### TASK TO CARRY OUT
Would you repeat all the lines below, exactly as they stand?

○ ○ ○ ○ ○ ○ ○

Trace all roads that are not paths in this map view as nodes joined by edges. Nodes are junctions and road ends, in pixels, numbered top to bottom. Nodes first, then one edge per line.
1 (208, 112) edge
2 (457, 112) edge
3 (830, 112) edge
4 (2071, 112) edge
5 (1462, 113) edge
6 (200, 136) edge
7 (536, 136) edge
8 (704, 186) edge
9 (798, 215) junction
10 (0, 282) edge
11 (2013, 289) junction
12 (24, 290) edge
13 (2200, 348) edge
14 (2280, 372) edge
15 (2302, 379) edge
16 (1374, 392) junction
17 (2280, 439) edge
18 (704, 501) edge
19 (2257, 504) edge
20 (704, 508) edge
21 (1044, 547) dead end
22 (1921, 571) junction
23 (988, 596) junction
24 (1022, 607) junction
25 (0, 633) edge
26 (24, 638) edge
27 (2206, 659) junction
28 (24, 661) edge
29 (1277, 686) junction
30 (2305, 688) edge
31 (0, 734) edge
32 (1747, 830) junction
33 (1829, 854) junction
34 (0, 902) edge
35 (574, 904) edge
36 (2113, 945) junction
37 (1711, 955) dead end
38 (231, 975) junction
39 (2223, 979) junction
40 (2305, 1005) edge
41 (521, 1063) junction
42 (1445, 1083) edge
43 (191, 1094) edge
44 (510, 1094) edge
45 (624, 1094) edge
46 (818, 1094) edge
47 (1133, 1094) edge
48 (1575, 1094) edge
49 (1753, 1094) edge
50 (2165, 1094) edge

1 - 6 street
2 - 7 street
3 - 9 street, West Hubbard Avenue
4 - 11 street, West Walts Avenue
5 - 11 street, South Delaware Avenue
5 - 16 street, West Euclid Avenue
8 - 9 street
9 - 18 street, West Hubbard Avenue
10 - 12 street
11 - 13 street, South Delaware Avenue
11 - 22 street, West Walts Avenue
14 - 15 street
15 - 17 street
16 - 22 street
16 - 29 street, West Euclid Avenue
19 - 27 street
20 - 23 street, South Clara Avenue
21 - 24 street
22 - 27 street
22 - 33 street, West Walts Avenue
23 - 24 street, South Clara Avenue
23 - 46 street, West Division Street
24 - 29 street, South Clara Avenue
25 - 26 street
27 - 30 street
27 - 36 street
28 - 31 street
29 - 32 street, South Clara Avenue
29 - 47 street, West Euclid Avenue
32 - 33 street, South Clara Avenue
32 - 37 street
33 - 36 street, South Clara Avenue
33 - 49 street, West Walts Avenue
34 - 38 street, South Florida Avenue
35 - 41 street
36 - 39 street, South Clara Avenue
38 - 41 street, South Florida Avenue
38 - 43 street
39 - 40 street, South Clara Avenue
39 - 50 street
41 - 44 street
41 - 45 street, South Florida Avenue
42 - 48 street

○ ○ ○ ○ ○ ○ ○

### REPLY
Trace all roads that are not paths in this map view as nodes joined by edges. Nodes are junctions and road ends, in pixels, numbered top to bottom. Nodes first, then one edge per line.
1 (208, 112) edge
2 (457, 112) edge
3 (830, 112) edge
4 (2071, 112) edge
5 (1462, 113) edge
6 (200, 136) edge
7 (536, 136) edge
8 (704, 186) edge
9 (798, 215) junction
10 (0, 282) edge
11 (2013, 289) junction
12 (24, 290) edge
13 (2200, 348) edge
14 (2280, 372) edge
15 (2302, 379) edge
16 (1374, 392) junction
17 (2280, 439) edge
18 (704, 501) edge
19 (2257, 504) edge
20 (704, 508) edge
21 (1044, 547) dead end
22 (1921, 571) junction
23 (988, 596) junction
24 (1022, 607) junction
25 (0, 633) edge
26 (24, 638) edge
27 (2206, 659) junction
28 (24, 661) edge
29 (1277, 686) junction
30 (2305, 688) edge
31 (0, 734) edge
32 (1747, 830) junction
33 (1829, 854) junction
34 (0, 902) edge
35 (574, 904) edge
36 (2113, 945) junction
37 (1711, 955) dead end
38 (231, 975) junction
39 (2223, 979) junction
40 (2305, 1005) edge
41 (521, 1063) junction
42 (1445, 1083) edge
43 (191, 1094) edge
44 (510, 1094) edge
45 (624, 1094) edge
46 (818, 1094) edge
47 (1133, 1094) edge
48 (1575, 1094) edge
49 (1753, 1094) edge
50 (2165, 1094) edge

1 - 6 street
2 - 7 street
3 - 9 street, West Hubbard Avenue
4 - 11 street, West Walts Avenue
5 - 11 street, South Delaware Avenue
5 - 16 street, West Euclid Avenue
8 - 9 street
9 - 18 street, West Hubbard Avenue
10 - 12 street
11 - 13 street, South Delaware Avenue
11 - 22 street, West Walts Avenue
14 - 15 street
15 - 17 street
16 - 22 street
16 - 29 street, West Euclid Avenue
19 - 27 street
20 - 23 street, South Clara Avenue
21 - 24 street
22 - 27 street
22 - 33 street, West Walts Avenue
23 - 24 street, South Clara Avenue
23 - 46 street, West Division Street
24 - 29 street, South Clara Avenue
25 - 26 street
27 - 30 street
27 - 36 street
28 - 31 street
29 - 32 street, South Clara Avenue
29 - 47 street, West Euclid Avenue
32 - 33 street, South Clara Avenue
32 - 37 street
33 - 36 street, South Clara Avenue
33 - 49 street, West Walts Avenue
34 - 38 street, South Florida Avenue
35 - 41 street
36 - 39 street, South Clara Avenue
38 - 41 street, South Florida Avenue
38 - 43 street
39 - 40 street, South Clara Avenue
39 - 50 street
41 - 44 street
41 - 45 street, South Florida Avenue
42 - 48 street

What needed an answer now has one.